新抗がん剤、放射線治療の併用研究へ

新抗がん剤、放射線治療の併用研究へ

■風邪ウイルス改変「テロメライシン」で臨床/岡山大病院

 岡山大学が開発した抗がんウイルス製剤「テロメライシン」と放射線治療を併用する臨床研究が12日、同大学病院の遺伝子治療臨床研究審査委員会で承認された。近く厚生労働省の承認を得た上で、研究を開始するという。

 テロメライシンは風邪の原因になるウイルスを改変した製剤で、がん細胞の中で増殖してがん細胞を破壊する。2002年に岡山大が開発し、米国での臨床試験で末期がん患者らの腫瘍(しゅ・よう)が小さくなり、痛みが軽減されることが証明されているという。

 今回の臨床研究では、頭頸(けい)部がんや食道がん、肺がんの患者を対象に、テロメライシンを腫瘍に局所投与しながら同時に放射線治療もする。

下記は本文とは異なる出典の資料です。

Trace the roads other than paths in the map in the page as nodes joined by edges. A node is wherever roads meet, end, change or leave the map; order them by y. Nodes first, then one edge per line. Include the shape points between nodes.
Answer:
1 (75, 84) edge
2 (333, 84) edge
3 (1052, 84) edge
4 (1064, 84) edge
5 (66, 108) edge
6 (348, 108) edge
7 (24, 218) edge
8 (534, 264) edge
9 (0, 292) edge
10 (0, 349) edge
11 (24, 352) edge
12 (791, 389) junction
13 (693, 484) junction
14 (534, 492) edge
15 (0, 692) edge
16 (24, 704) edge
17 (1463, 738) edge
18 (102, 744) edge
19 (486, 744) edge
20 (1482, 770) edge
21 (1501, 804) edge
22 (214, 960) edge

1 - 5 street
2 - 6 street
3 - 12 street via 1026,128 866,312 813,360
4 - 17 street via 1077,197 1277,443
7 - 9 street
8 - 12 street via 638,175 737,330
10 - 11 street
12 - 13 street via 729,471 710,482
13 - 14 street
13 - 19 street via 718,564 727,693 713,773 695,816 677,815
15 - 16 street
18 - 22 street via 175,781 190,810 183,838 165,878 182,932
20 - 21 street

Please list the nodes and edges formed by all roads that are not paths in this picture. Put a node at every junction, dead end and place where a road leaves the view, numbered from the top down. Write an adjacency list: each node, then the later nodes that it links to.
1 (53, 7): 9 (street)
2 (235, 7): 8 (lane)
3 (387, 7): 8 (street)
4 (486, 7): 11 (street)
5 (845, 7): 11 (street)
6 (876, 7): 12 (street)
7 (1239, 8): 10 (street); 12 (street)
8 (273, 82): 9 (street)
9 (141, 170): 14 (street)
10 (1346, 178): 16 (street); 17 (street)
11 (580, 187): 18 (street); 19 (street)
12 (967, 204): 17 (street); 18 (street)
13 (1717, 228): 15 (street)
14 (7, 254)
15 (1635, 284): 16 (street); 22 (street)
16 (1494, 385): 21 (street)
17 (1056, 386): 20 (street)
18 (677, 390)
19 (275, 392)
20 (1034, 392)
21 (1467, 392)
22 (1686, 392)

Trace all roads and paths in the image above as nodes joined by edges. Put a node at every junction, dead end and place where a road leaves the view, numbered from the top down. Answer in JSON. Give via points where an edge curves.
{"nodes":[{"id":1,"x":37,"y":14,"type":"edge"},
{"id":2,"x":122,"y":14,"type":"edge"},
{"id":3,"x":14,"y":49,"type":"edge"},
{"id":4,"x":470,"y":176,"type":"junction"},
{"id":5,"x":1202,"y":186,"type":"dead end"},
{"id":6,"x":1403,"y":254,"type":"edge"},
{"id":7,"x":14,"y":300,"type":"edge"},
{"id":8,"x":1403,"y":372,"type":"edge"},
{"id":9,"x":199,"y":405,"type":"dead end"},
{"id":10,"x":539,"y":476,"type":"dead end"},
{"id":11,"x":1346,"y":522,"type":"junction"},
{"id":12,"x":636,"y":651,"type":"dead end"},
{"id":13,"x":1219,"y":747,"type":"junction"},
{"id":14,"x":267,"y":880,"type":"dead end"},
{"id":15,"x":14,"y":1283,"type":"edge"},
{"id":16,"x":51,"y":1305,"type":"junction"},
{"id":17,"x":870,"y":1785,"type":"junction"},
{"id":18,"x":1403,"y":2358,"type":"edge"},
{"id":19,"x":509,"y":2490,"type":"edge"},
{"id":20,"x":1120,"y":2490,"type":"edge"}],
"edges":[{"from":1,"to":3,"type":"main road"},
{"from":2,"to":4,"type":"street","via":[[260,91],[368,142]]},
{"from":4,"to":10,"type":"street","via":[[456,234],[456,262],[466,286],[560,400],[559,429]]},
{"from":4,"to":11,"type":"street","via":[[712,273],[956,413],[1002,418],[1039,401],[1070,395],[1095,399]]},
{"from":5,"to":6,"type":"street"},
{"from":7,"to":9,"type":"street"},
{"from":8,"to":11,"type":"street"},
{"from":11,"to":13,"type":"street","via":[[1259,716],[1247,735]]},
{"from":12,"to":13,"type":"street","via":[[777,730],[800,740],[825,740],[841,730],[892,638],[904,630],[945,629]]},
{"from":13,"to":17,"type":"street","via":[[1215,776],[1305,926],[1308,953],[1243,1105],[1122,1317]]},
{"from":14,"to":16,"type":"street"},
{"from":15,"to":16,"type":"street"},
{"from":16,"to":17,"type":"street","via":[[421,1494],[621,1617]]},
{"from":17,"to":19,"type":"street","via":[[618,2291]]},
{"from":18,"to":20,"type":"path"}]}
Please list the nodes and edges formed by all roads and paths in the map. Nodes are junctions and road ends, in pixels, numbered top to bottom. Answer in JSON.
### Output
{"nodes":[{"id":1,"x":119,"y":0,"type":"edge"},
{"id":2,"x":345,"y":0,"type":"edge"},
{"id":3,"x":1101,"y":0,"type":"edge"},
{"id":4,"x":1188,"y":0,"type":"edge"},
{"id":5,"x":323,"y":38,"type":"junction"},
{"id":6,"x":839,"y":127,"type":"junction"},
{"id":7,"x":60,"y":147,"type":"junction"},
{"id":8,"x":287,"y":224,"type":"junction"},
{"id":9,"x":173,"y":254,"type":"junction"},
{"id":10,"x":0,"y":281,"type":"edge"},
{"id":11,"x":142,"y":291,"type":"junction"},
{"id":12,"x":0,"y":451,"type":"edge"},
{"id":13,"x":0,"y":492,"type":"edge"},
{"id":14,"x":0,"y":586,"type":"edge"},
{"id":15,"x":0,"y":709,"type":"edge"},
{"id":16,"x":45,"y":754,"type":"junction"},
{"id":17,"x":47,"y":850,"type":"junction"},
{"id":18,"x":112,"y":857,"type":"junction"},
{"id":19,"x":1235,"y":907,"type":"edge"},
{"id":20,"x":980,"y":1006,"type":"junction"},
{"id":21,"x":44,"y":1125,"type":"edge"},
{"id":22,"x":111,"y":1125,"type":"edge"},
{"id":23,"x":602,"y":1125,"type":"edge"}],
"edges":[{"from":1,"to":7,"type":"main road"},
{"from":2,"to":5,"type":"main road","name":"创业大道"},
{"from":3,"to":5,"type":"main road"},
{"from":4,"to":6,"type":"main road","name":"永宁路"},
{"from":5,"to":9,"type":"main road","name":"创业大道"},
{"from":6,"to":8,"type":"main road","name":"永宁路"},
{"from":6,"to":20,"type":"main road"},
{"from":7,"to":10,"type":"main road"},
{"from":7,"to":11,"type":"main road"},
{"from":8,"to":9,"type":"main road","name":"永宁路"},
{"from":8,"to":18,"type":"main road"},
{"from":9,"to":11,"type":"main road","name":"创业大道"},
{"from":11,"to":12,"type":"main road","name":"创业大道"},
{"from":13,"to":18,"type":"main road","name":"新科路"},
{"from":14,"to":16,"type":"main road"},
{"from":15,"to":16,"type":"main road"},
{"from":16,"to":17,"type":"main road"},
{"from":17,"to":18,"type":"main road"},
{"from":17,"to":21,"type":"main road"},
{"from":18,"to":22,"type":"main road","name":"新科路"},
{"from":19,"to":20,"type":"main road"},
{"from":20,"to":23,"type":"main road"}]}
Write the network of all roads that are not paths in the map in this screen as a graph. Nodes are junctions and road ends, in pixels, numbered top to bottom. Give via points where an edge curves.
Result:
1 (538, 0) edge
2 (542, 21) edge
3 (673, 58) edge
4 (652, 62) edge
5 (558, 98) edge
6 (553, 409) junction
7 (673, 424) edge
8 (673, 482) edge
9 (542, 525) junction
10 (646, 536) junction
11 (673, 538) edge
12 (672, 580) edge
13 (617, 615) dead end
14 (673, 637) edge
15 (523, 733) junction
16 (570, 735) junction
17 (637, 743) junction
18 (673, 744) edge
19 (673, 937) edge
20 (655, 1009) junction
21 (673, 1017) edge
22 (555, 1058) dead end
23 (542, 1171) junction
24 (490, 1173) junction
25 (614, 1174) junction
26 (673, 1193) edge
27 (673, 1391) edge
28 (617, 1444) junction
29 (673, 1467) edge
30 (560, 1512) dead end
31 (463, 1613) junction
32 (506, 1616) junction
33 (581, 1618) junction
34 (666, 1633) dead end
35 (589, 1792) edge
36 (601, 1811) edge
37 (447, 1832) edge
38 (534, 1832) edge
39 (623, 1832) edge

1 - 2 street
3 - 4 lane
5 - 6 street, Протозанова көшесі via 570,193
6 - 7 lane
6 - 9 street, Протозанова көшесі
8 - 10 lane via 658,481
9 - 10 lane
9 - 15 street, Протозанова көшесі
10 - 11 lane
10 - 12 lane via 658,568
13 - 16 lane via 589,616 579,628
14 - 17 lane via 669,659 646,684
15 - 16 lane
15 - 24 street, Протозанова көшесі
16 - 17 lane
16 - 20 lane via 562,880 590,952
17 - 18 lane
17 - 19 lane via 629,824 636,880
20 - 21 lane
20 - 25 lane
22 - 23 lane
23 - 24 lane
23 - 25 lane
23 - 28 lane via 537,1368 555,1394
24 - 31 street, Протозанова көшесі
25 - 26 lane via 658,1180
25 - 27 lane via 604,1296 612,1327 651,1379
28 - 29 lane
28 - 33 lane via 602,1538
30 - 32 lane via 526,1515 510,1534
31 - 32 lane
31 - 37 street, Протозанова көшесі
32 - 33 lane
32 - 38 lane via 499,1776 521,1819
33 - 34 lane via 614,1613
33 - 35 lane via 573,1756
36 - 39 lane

 がんの放射線治療は、がん細胞のDNAを損傷させてがん細胞を破壊する。しかし、がん細胞内のたんぱく質が損傷を修復するため、がん細胞が残ってしまう欠点がある。テロメライシンを投与すると、製剤のたんぱく質が、がん細胞内のたんぱく質を分解して修復を遮るため、放射線治療の効果が高まることが期待されるという。

 臨床研究は、約3年間で患者12人が対象になる予定。放射線の照射量は一定にし、テロメライシンの投与量を段階的に上げて薬効の持続時間、腫瘍進行の度合い、患者の嚥下(えん・げ)機能や呼吸機能などについて評価する。

 研究にあたる同大学大学院医歯薬学総合研究科の藤原俊義教授(消化器・腫瘍外科学)は「手術に耐える体力のない高齢患者に使えば、がんの再発を遅らせたり、生活の質を高めたりすることができるのではないか」と話している。